Tesla reduced the number of Model 3s in transit to customers to 15 percent of total Model 3s delivered from 60 percent in the second quarter, a figure watched by analysts as an indicator of future revenue and of Tesla’s efficiency.
But the company in its release did not reiterate Musk’s oft-repeated promise that Tesla would be profitable and cash flow positive in both its third and fourth quarters. Tesla is expected to release quarterly financial results next month.
Musk wrote in an email to employees on Saturday the company was “very close to achieving profitability” but for that it must stabilize a brutal ramp-up in output whose targets it has consistently struggled to meet.

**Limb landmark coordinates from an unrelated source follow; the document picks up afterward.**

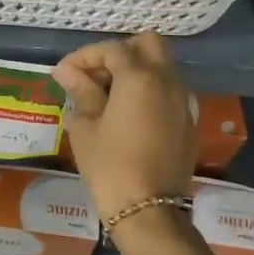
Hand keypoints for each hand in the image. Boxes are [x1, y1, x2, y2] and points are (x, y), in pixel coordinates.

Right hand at [53, 33, 196, 222]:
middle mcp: (168, 81)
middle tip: (95, 75)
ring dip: (136, 70)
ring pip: (163, 66)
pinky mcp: (189, 122)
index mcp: (140, 77)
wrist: (148, 210)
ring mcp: (183, 101)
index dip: (84, 56)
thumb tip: (66, 71)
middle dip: (120, 52)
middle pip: (148, 44)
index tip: (64, 73)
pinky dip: (149, 91)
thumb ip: (80, 91)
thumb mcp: (86, 126)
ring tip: (108, 95)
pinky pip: (169, 91)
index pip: (111, 49)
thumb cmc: (109, 165)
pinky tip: (128, 114)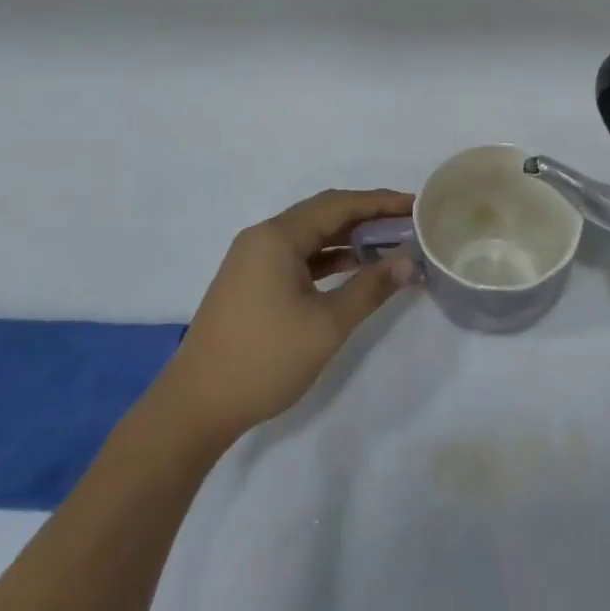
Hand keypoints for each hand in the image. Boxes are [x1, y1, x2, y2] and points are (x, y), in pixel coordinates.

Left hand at [148, 190, 417, 447]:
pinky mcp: (250, 282)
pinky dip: (327, 258)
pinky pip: (297, 256)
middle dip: (367, 216)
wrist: (194, 408)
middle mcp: (263, 237)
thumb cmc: (264, 360)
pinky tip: (353, 269)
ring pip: (310, 235)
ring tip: (389, 244)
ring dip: (348, 237)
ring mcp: (253, 260)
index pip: (339, 205)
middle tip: (407, 222)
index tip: (416, 205)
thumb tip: (408, 261)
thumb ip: (370, 288)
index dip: (380, 202)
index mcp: (277, 237)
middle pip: (324, 213)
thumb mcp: (326, 326)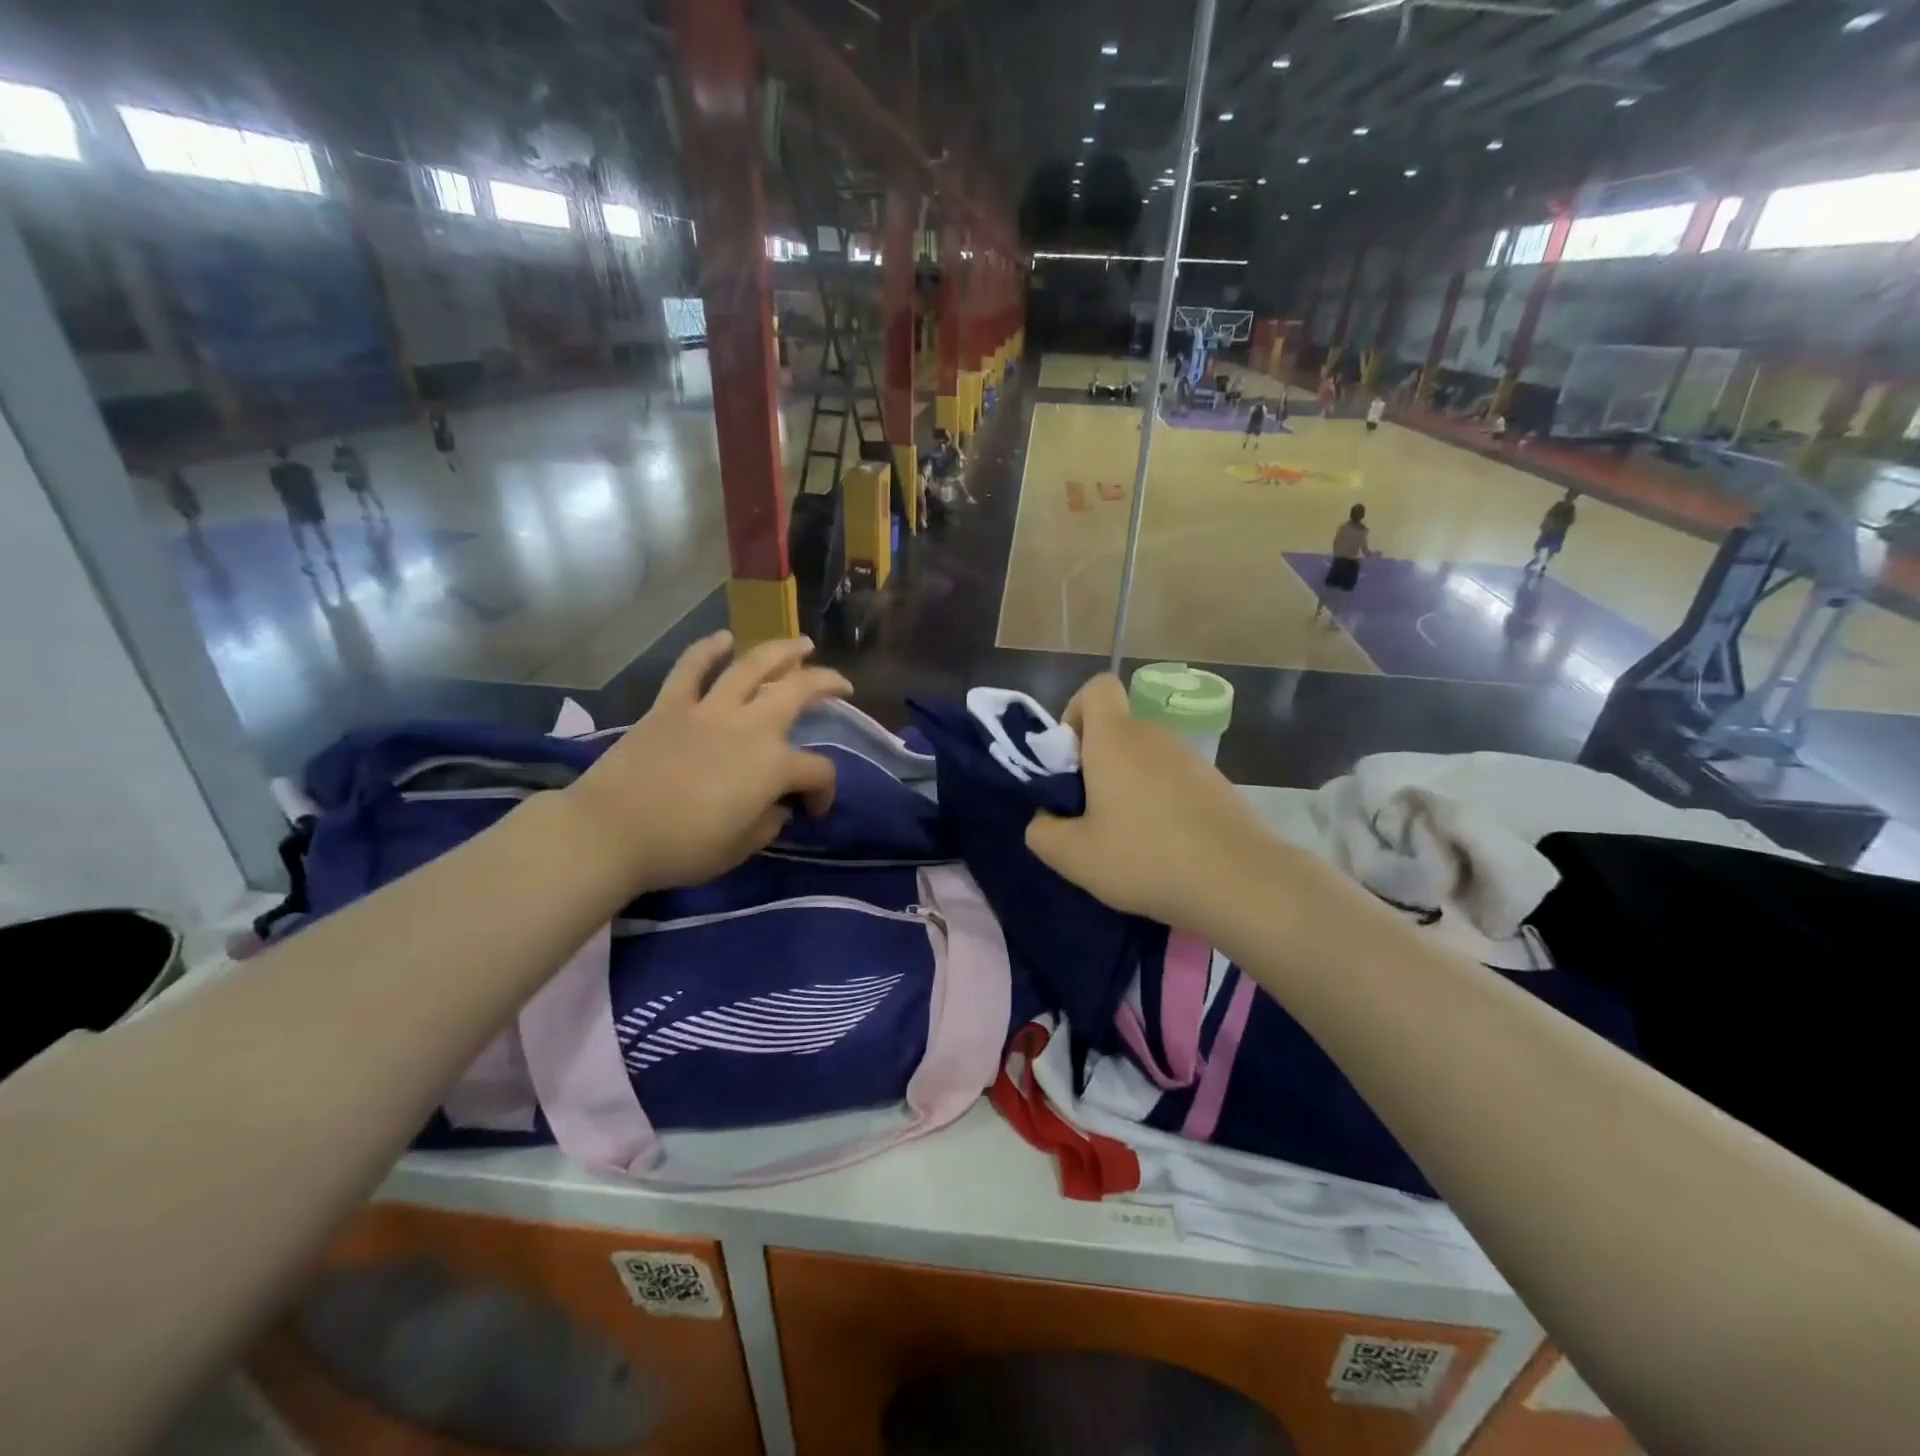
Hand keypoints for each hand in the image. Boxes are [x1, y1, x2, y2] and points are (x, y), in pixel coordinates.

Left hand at [565, 633, 850, 888]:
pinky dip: (707, 649)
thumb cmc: (682, 848)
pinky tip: (724, 638)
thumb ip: (769, 822)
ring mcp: (709, 710)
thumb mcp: (740, 848)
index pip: (818, 770)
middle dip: (827, 684)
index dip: (824, 790)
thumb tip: (776, 805)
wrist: (610, 833)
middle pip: (798, 692)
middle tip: (841, 684)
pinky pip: (691, 668)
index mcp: (773, 766)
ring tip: (800, 643)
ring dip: (781, 651)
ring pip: (752, 666)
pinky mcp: (670, 706)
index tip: (812, 809)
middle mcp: (750, 727)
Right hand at [1024, 675, 1314, 934]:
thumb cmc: (1145, 858)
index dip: (1075, 713)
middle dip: (1096, 761)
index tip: (1069, 760)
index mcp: (1115, 740)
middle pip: (1118, 728)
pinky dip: (1160, 801)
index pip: (1096, 688)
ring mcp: (1191, 759)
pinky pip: (1174, 780)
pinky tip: (1163, 846)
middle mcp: (1154, 736)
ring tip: (1127, 837)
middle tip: (1089, 813)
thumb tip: (1044, 818)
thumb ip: (1042, 832)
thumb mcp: (1074, 856)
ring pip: (1146, 757)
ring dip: (1129, 784)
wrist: (1239, 881)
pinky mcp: (1216, 784)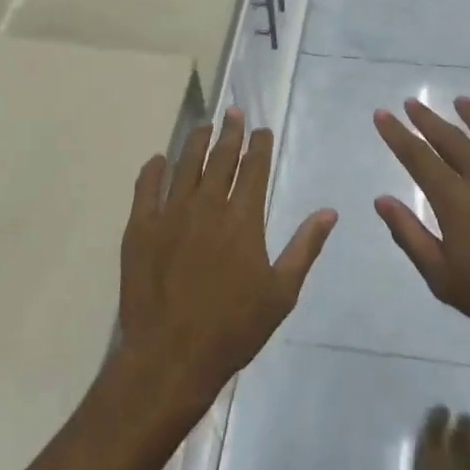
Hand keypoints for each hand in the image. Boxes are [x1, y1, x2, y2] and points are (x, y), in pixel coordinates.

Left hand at [114, 110, 336, 414]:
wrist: (171, 356)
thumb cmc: (233, 328)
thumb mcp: (281, 292)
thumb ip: (304, 247)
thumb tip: (329, 212)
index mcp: (242, 218)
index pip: (253, 168)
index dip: (258, 145)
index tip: (261, 129)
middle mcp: (207, 206)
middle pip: (220, 158)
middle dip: (230, 133)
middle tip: (233, 113)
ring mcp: (170, 214)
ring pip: (184, 165)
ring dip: (196, 142)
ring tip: (204, 126)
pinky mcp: (140, 228)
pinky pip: (146, 188)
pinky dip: (153, 170)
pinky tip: (159, 160)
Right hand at [374, 98, 469, 360]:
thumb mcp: (443, 279)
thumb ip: (410, 236)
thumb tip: (382, 200)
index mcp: (456, 201)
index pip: (418, 157)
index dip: (398, 134)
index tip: (382, 114)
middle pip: (451, 139)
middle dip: (427, 119)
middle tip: (412, 102)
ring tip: (460, 101)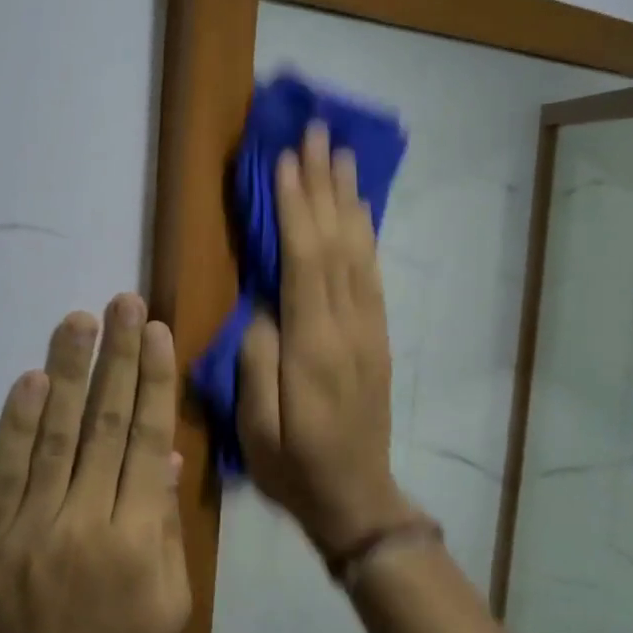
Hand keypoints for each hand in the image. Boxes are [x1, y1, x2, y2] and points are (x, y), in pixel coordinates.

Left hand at [0, 295, 190, 632]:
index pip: (146, 440)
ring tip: (80, 320)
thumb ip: (167, 527)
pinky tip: (31, 380)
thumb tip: (164, 456)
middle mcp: (85, 522)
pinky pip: (4, 471)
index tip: (156, 332)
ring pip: (55, 435)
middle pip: (104, 424)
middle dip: (117, 358)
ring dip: (68, 372)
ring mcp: (30, 528)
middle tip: (123, 303)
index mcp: (138, 540)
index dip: (152, 382)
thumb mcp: (169, 606)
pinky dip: (17, 423)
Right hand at [238, 123, 413, 556]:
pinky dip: (365, 233)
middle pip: (337, 242)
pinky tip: (358, 210)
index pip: (304, 262)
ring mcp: (369, 329)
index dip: (296, 208)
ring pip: (359, 251)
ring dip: (348, 199)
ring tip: (342, 154)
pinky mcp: (377, 336)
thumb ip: (258, 362)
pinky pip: (372, 273)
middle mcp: (348, 327)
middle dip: (325, 184)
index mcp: (313, 348)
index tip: (286, 160)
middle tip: (318, 133)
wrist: (357, 499)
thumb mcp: (256, 429)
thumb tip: (264, 307)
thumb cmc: (294, 467)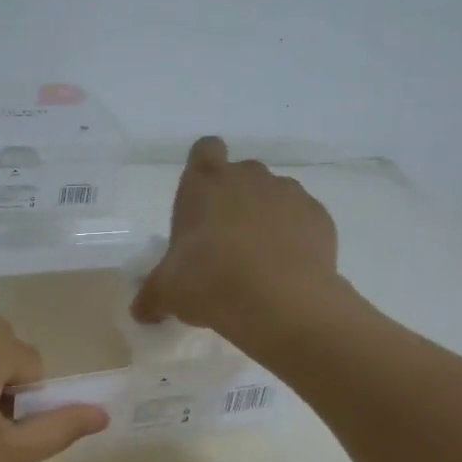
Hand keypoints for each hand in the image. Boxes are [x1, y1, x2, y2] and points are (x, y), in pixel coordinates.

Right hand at [132, 137, 342, 346]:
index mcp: (204, 184)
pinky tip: (287, 270)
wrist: (281, 302)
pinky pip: (302, 219)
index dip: (203, 168)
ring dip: (266, 217)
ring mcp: (288, 193)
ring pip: (274, 195)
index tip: (201, 198)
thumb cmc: (209, 282)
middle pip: (241, 174)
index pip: (204, 150)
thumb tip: (141, 311)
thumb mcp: (167, 293)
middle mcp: (247, 177)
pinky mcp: (320, 217)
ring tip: (259, 260)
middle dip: (234, 199)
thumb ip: (152, 296)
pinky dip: (295, 237)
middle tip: (224, 241)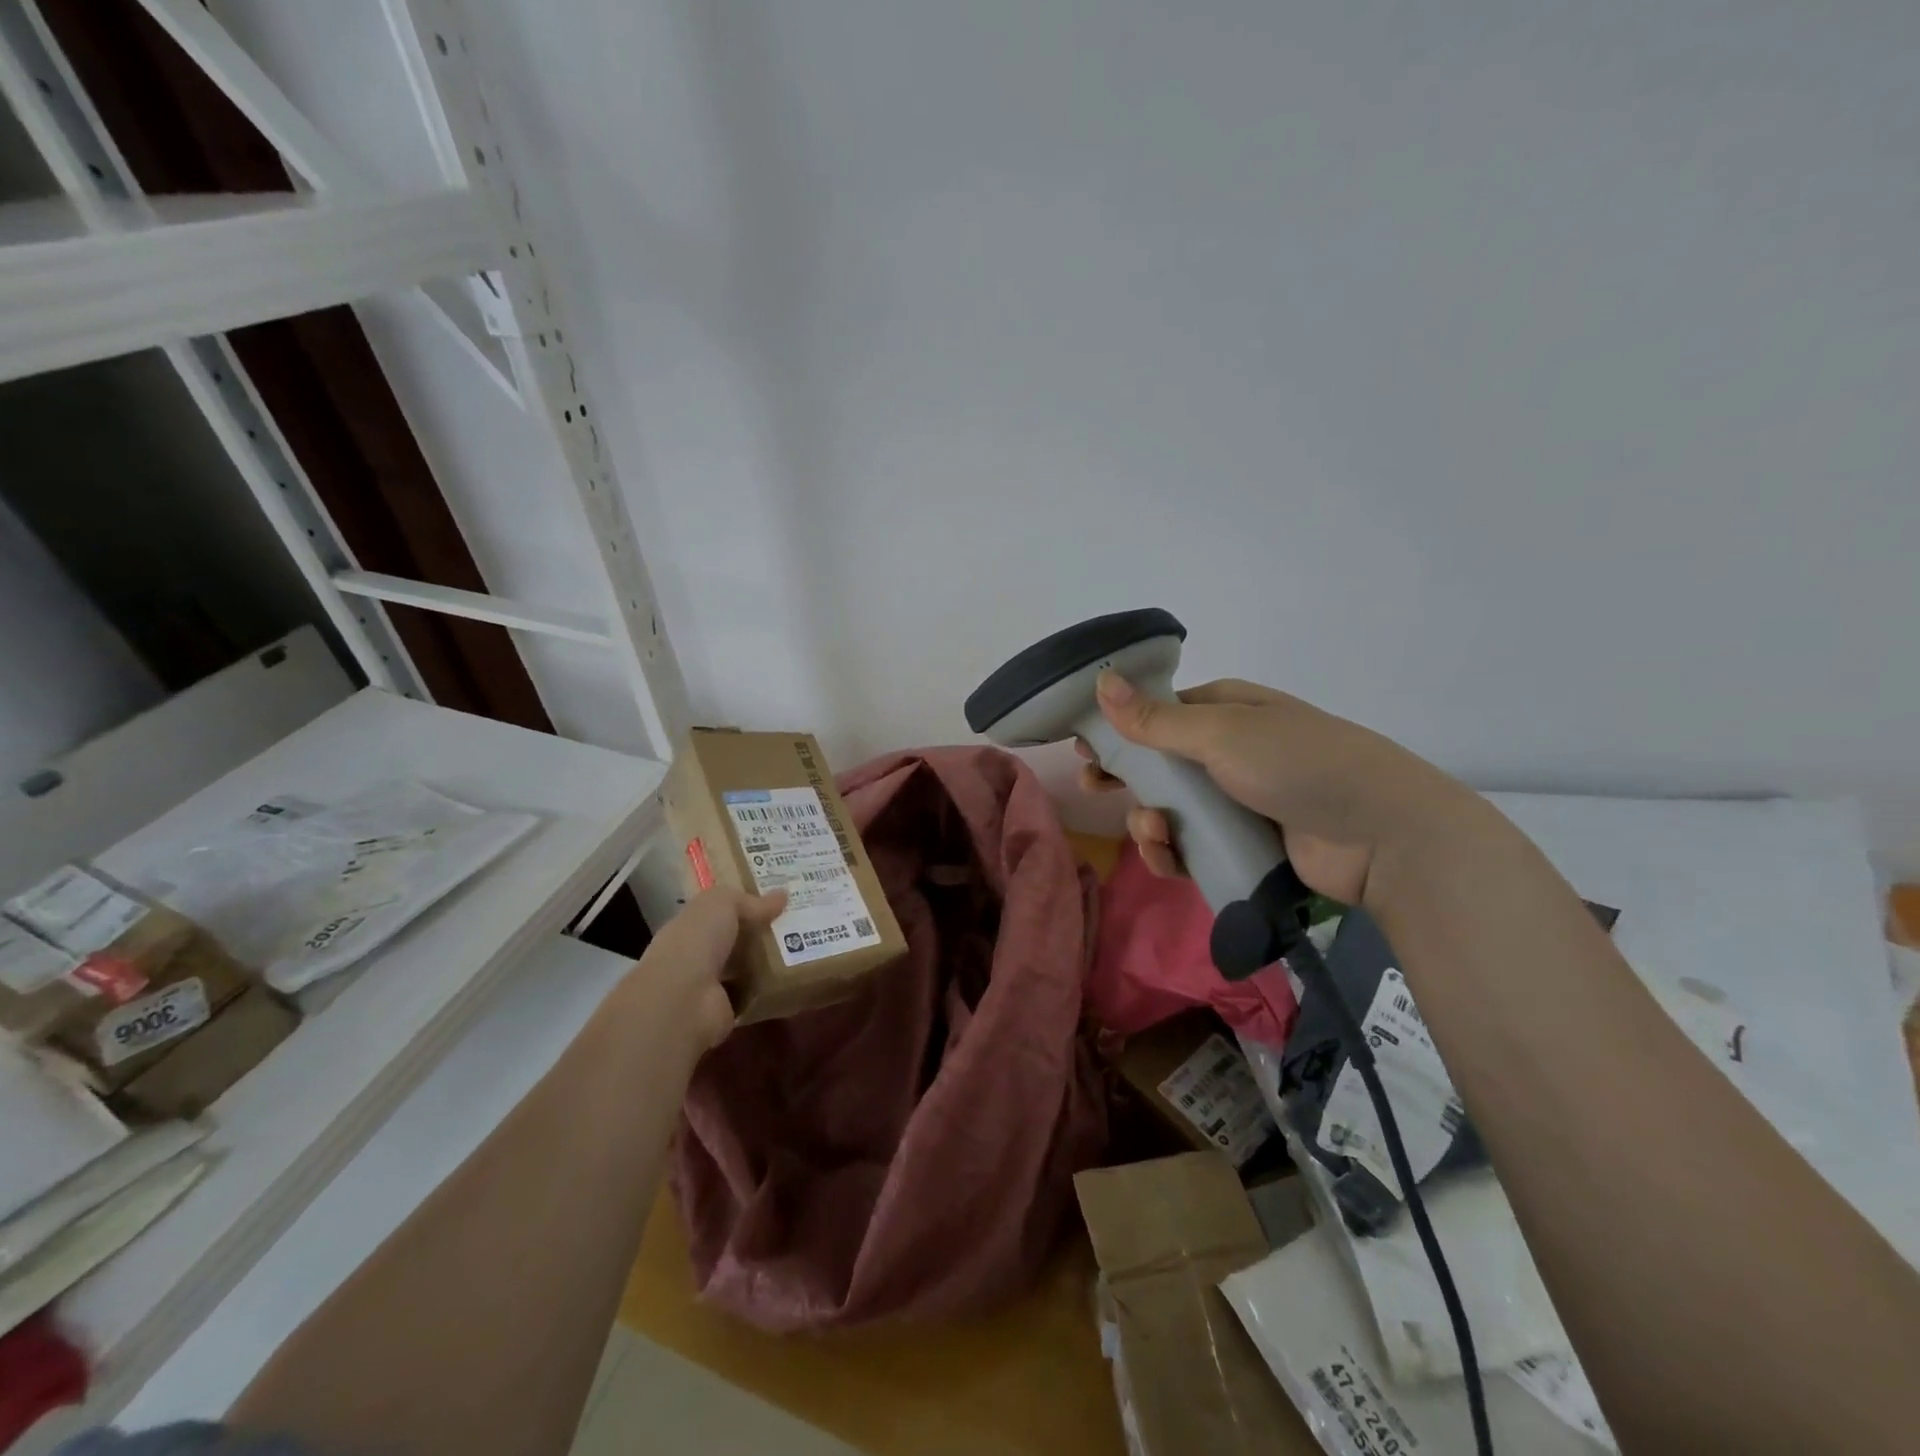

Tesla has been burning cash and holding out the promise that churning out Model 3s at volume and a profit could ease its crunch. The figures announced on Tuesday did not specify profit margins for the new car, although Tesla sold mostly higher-priced variants.
“Bottom line is cash is tight,” wrote Gene Munster, head of research at brokerage Loup Ventures, who estimated that Tesla needs $1.5 billion to sustain operations. It ended the second quarter with about $2.3 billion. “This is a step in the right direction, but more work remains.”
Tesla also is recovering from a fight with U.S. securities regulators over whether Musk misled investors when he tweeted in August that he was considering taking the company private and had secured funding.
Tesla and Musk reached a settlement on Saturday where the billionaire will step down as the company’s chairman but remain as chief executive.
On average, Tesla produced about 4,000 Model 3s per week during the quarter. It first hit a goal of building 5,000 vehicles in a week at the end of June, and had hoped to reach a new target of making 6,000 Model 3s per week by the end of August.
Amid the worsening of President Donald Trump’s trade war with China, Tesla said it was speeding up construction of its Shanghai Gigafactory but provided no details.
Musk in July landed a deal with Chinese authorities to build a new combined auto and battery plant in Shanghai, its first outside the United States and a key to doubling its global capacity. Local debt, he said, would finance the factory, which Tesla estimated would cost about $2 billion.
Tigress Research analyst Ivan Feinseth said Musk “continues to downplay” the need for cash to fund projects beyond the China plant.
“I believe he will need to raise additional money even if he is profitable for this quarter as he as projected,” said Feinseth, citing the cost of the upcoming electric semi-truck and the Model Y SUV.